• **Data for review**:
• • • • •

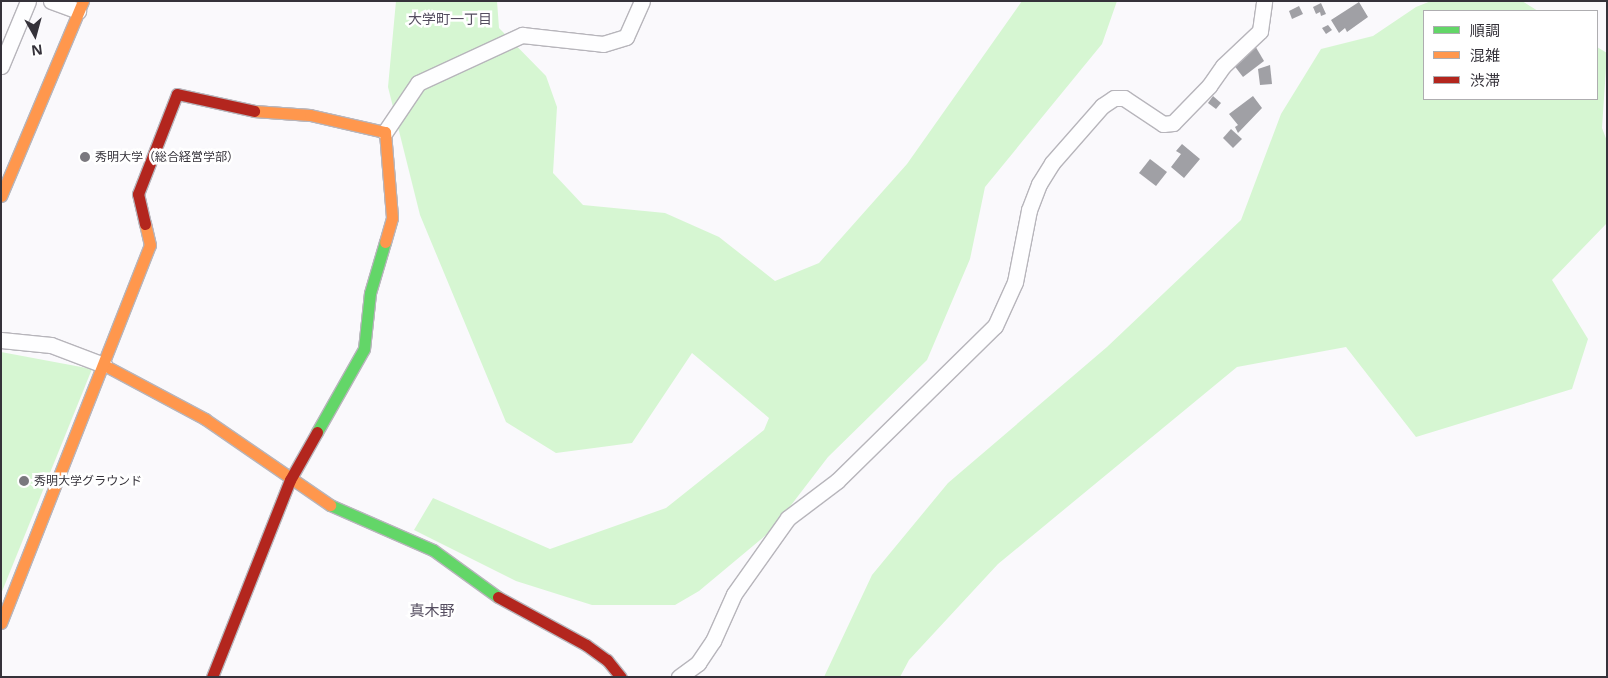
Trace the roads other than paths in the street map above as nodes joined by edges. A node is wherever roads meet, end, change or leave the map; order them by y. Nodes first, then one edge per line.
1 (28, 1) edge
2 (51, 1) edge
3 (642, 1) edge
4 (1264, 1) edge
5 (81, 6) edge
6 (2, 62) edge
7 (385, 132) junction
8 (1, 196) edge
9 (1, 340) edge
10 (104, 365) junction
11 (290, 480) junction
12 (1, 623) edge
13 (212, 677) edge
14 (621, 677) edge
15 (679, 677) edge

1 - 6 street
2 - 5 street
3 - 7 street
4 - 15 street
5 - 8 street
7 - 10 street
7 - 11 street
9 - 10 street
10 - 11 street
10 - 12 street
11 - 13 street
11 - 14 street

• • • • •

• **Problem details**:
Set down the material again exactly. Don't carry over any pictures.

• **Solution**:
Trace the roads other than paths in the street map above as nodes joined by edges. A node is wherever roads meet, end, change or leave the map; order them by y. Nodes first, then one edge per line.
1 (28, 1) edge
2 (51, 1) edge
3 (642, 1) edge
4 (1264, 1) edge
5 (81, 6) edge
6 (2, 62) edge
7 (385, 132) junction
8 (1, 196) edge
9 (1, 340) edge
10 (104, 365) junction
11 (290, 480) junction
12 (1, 623) edge
13 (212, 677) edge
14 (621, 677) edge
15 (679, 677) edge

1 - 6 street
2 - 5 street
3 - 7 street
4 - 15 street
5 - 8 street
7 - 10 street
7 - 11 street
9 - 10 street
10 - 11 street
10 - 12 street
11 - 13 street
11 - 14 street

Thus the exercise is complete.